Tyza Stewart: Hey Remember When I Had a Rat Tail

A new Firstdraft show advocating for ambiguity and multiplicity.
Lucy McNabb
Published on May 30, 2017
Updated on May 30, 2017

Overview

Opening at Firstdraft from June 7 is a new exhibition from Brisbane-based artist Tyza Stewart, whose self-portraits of ambiguously gendered selves interrogate fixed ideas of binary gender. Hey Remember When I Had a Rat Tail focuses on the issue of transgender visibility, and its potential use as a tool to limit discussion of queer experiences of gender.

Stewart works in what has been called a brutally honest, occasionally controversial way, using video and oil painting to create art that challenges and complicates the viewer's perception of gender. The aim? To frustrate our ability to neatly categorise and apply normative readings to a person's identity (something the artist has personally experienced during interactions with various journalists and art institutions), and instead embrace complexity, ambiguity and multiplicity.

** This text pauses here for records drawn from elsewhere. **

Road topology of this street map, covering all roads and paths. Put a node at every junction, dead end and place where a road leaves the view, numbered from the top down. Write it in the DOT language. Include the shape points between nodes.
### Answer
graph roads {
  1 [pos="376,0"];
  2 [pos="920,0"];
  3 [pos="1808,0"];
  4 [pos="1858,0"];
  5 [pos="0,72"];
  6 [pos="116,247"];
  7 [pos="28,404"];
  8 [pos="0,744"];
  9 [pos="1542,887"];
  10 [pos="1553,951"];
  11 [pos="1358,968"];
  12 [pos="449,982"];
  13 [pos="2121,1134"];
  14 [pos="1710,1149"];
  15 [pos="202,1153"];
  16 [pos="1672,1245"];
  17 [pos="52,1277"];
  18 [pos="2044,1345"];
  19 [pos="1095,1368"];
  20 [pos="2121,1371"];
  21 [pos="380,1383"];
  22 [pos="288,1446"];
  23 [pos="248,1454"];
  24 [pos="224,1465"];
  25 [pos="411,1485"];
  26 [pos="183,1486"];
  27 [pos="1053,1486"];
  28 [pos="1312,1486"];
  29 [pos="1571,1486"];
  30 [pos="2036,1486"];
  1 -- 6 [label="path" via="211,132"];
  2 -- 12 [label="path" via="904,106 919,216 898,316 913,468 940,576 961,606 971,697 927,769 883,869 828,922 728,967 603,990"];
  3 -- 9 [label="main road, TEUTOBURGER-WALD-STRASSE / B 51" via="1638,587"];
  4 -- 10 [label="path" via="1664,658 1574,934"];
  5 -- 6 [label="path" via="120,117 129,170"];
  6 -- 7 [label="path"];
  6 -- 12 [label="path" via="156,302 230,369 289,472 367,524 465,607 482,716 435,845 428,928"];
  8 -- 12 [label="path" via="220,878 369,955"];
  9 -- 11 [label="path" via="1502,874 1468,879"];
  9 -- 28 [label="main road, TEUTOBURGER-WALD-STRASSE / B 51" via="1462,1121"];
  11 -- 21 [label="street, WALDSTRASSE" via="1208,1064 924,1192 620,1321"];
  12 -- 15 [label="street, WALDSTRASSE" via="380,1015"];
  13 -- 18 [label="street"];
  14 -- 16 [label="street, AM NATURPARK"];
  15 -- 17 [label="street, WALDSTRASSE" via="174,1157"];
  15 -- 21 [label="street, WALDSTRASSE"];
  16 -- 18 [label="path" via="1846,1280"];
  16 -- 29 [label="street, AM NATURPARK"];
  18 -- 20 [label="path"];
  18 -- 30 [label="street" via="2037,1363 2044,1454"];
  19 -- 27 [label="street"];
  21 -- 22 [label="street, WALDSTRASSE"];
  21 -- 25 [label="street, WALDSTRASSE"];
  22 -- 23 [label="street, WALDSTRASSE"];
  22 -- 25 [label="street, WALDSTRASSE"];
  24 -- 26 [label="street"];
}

Interviewed in Manuscript Daily, Stewart says, "I want to experience less rigid, polarised ways of understanding and being perceived, and I think a lot of other people might also benefit from this, so that's the kind of larger political agenda I'm interested in being involved in."

Promises to be a thought-provoking show.

Image: Tyza Stewart, Hey Remember When I Had a Rat Tail, courtesy the artist and Firstdraft.